If you have been diagnosed with an aplastic anemia and have undergone either a bone marrow transplant or a stem cell transplant, you are entitled to disability benefits for at least 12 months after your transplant. If you have been diagnosed with aplastic anemia and require transplant of either bone marrow or stem cells, you should immediately contact our office to discuss filing a claim for disability benefits.

Blood disorders other than those specifically identified above may also be disabling and may prevent you from working. If this is the case, you may call our office to discuss how your diagnosed conditions affects your ability to work and we will help evaluate whether you should file for disability benefits.
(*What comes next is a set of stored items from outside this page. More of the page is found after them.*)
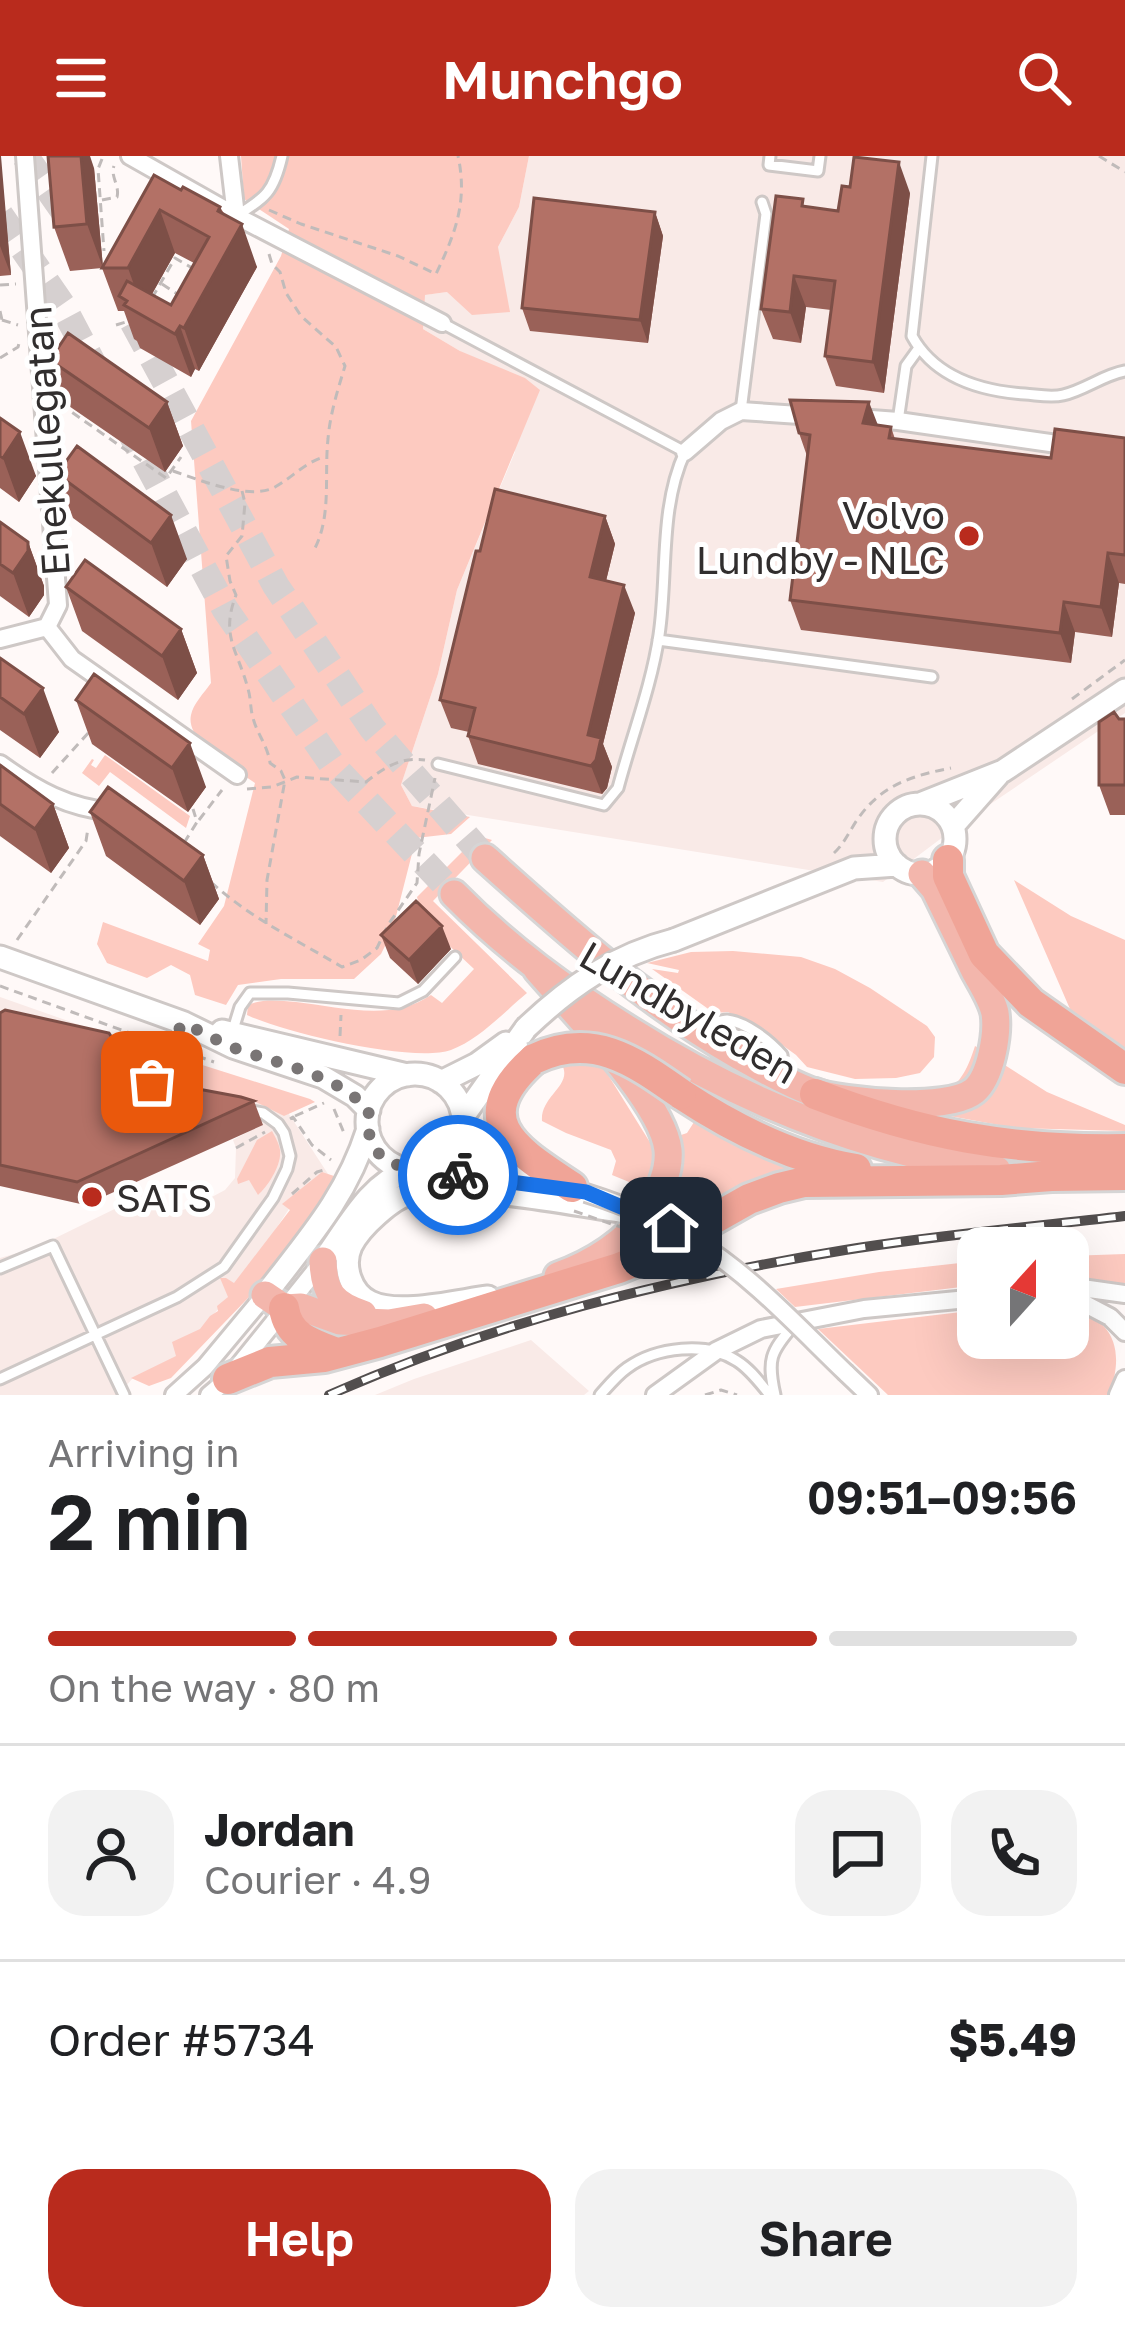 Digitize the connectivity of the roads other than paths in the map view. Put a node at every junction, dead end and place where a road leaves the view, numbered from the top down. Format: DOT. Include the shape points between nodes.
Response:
graph roads {
  1 [pos="26,156"];
  2 [pos="230,156"];
  3 [pos="282,156"];
  4 [pos="770,156"];
  5 [pos="820,156"];
  6 [pos="932,156"];
  7 [pos="122,161"];
  8 [pos="762,202"];
  9 [pos="236,216"];
  10 [pos="442,323"];
  11 [pos="919,348"];
  12 [pos="1125,370"];
  13 [pos="741,411"];
  14 [pos="898,421"];
  15 [pos="1080,447"];
  16 [pos="685,452"];
  17 [pos="47,627"];
  18 [pos="0,639"];
  19 [pos="658,640"];
  20 [pos="932,677"];
  21 [pos="1125,690"];
  22 [pos="0,764"];
  23 [pos="438,764"];
  24 [pos="1003,770"];
  25 [pos="234,779"];
  26 [pos="920,804"];
  27 [pos="121,813"];
  28 [pos="953,826"];
  29 [pos="885,842"];
  30 [pos="485,858"];
  31 [pos="922,866"];
  32 [pos="854,868"];
  33 [pos="454,894"];
  34 [pos="8,950"];
  35 [pos="455,957"];
  36 [pos="537,969"];
  37 [pos="184,1023"];
  38 [pos="526,1028"];
  39 [pos="232,1033"];
  40 [pos="1125,1069"];
  41 [pos="127,1072"];
  42 [pos="148,1072"];
  43 [pos="408,1075"];
  44 [pos="441,1082"];
  45 [pos="815,1094"];
  46 [pos="171,1096"];
  47 [pos="243,1110"];
  48 [pos="368,1119"];
  49 [pos="463,1124"];
  50 [pos="1125,1149"];
  51 [pos="416,1170"];
  52 [pos="1051,1175"];
  53 [pos="1125,1175"];
  54 [pos="949,1181"];
  55 [pos="577,1197"];
  56 [pos="641,1221"];
  57 [pos="323,1261"];
  58 [pos="0,1268"];
  59 [pos="1089,1289"];
  60 [pos="1125,1294"];
  61 [pos="488,1297"];
  62 [pos="957,1300"];
  63 [pos="274,1302"];
  64 [pos="1089,1306"];
  65 [pos="799,1320"];
  66 [pos="389,1323"];
  67 [pos="1125,1332"];
  68 [pos="96,1336"];
  69 [pos="716,1351"];
  70 [pos="337,1353"];
  71 [pos="1125,1378"];
  72 [pos="0,1379"];
  73 [pos="219,1387"];
  74 [pos="122,1392"];
  75 [pos="134,1395"];
  76 [pos="174,1395"];
  77 [pos="600,1395"];
  78 [pos="655,1395"];
  79 [pos="773,1395"];
  80 [pos="869,1395"];
  81 [pos="1118,1395"];
  1 -- 17 [label="street, Enekullegatan" via="58,605"];
  2 -- 9 [label="street"];
  3 -- 9 [label="lane" via="267,196"];
  4 -- 5 [label="lane" via="769,165 818,171"];
  6 -- 11 [label="lane" via="912,336"];
  7 -- 9 [label="street"];
  8 -- 13 [label="lane"];
  9 -- 10 [label="street"];
  10 -- 16 [label="lane"];
  11 -- 12 [label="lane" via="957,380 1010,393 1056,397"];
  11 -- 14 [label="lane" via="906,366"];
  13 -- 14 [label="street"];
  13 -- 16 [label="street"];
  14 -- 15 [label="street"];
  16 -- 19 [label="lane" via="669,506"];
  17 -- 18 [label="street"];
  17 -- 25 [label="street, Enekullegatan" via="72,659"];
  19 -- 20 [label="lane"];
  19 -- 23 [label="lane" via="618,788 604,805"];
  21 -- 24 [label="street"];
  22 -- 27 [label="street" via="56,800"];
  24 -- 26 [label="street"];
  24 -- 28 [label="street"];
  26 -- 28 [label="street" via="940,810"];
  26 -- 29 [label="street" via="890,819"];
  28 -- 31 [label="street" via="954,850"];
  29 -- 31 [label="street" via="886,850"];
  29 -- 32 [label="street"];
  30 -- 45 [label="highway, Lundbyleden" via="695,1029"];
  31 -- 32 [label="street"];
  31 -- 40 [label="highway" via="948,876 983,954 1030,1003"];
  31 -- 45 [label="highway" via="994,1010 995,1045 983,1077 950,1101"];
  32 -- 38 [label="street, bridge" via="606,965"];
  33 -- 36 [label="highway, Lundbyleden"];
  34 -- 37 [label="street"];
  35 -- 39 [label="lane" via="399,1003 250,993"];
  36 -- 52 [label="highway, Lundbyleden" via="653,1046 778,1110 890,1149"];
  36 -- 61 [label="highway" via="654,1112 668,1161 649,1209 617,1244 577,1269"];
  37 -- 39 [label="street"];
  37 -- 42 [label="lane"];
  37 -- 48 [label="street" via="322,1077 355,1096"];
  38 -- 44 [label="street"];
  38 -- 49 [label="street"];
  39 -- 43 [label="street"];
  41 -- 42 [label="lane"];
  42 -- 46 [label="lane"];
  43 -- 44 [label="street"];
  43 -- 48 [label="street" via="380,1090"];
  44 -- 49 [label="street" via="458,1100"];
  45 -- 50 [label="highway, Lundbyleden" via="952,1136"];
  47 -- 68 [label="lane" via="262,1113 284,1133 290,1156 273,1198 224,1267"];
  48 -- 51 [label="street" via="384,1159"];
  48 -- 63 [label="street" via="343,1191"];
  49 -- 51 [label="street" via="449,1156"];
  49 -- 55 [label="street" via="485,1152"];
  51 -- 55 [label="street"];
  51 -- 57 [label="street" via="384,1181"];
  52 -- 53 [label="highway, Lundbyleden"];
  52 -- 54 [label="highway"];
  54 -- 55 [label="highway, bridge" via="810,1158 738,1129 632,1062 576,1047 534,1059 517,1076 503,1125 520,1152"];
  54 -- 70 [label="highway" via="779,1188 620,1268"];
  55 -- 56 [label="street, bridge"];
  56 -- 61 [label="street" via="522,1195 436,1187 381,1210 352,1246 350,1280 371,1303 394,1308"];
  56 -- 80 [label="street, bridge" via="726,1262"];
  57 -- 63 [label="street"];
  57 -- 66 [label="highway" via="334,1300"];
  58 -- 68 [label="lane" via="53,1246"];
  59 -- 60 [label="street"];
  61 -- 66 [label="highway"];
  62 -- 65 [label="street"];
  63 -- 66 [label="highway" via="340,1321"];
  63 -- 70 [label="highway" via="296,1334"];
  63 -- 73 [label="street"];
  63 -- 76 [label="street"];
  64 -- 67 [label="street"];
  65 -- 69 [label="street"];
  65 -- 79 [label="lane" via="774,1347"];
  68 -- 72 [label="lane"];
  68 -- 74 [label="lane"];
  69 -- 77 [label="lane" via="646,1358"];
  69 -- 78 [label="street"];
  69 -- 79 [label="lane"];
  70 -- 73 [label="highway" via="252,1367"];
  71 -- 81 [label="street"];
  74 -- 75 [label="lane"];
}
One of our best weapons for obtaining social security benefits is the opinion of your doctor. Both the Courts and the Social Security Administration place great emphasis on the opinions of a claimant’s doctor concerning disabilities and symptoms. Your own doctor is generally given deference regarding his or her opinion, although a judge can disregard it if they specify good reasons. The case law in our jurisdiction and Social Security’s regulations are well settled: This Circuit has stated “in all cases there remains a presumption, albeit a rebuttable one, that the opinion of a treating physician is entitled to great deference, its noncontrolling status notwithstanding.” Rogers v. Comm’r of Social Sec., 486 F.3d 234, 242 (6th Cir., 2007). If an ALJ rejects the opinion of a treating physician, he must articulate clearly “good reasons” for doing so. Wilson v. Comm’r of Soc. Sec., 378 F.3d 541, 544 (6th Cir. 2004) ; 20 C.F.R. § 404.1527(d)(2). The opinion of a non­treating physician is entitled to, “if anything, less deference than the treating physician’s opinion.” Jones v. Comm’r of Soc. Sec., 336 F.3d 469, 477 (6th Cir.2003).

It is sometimes difficult in our modern medical system to have a continuing relationship with the same doctor. But if you have a regular doctor, make sure they understand your limitations, and make sure you follow their recommendations. They are one of your best assets in proving disability.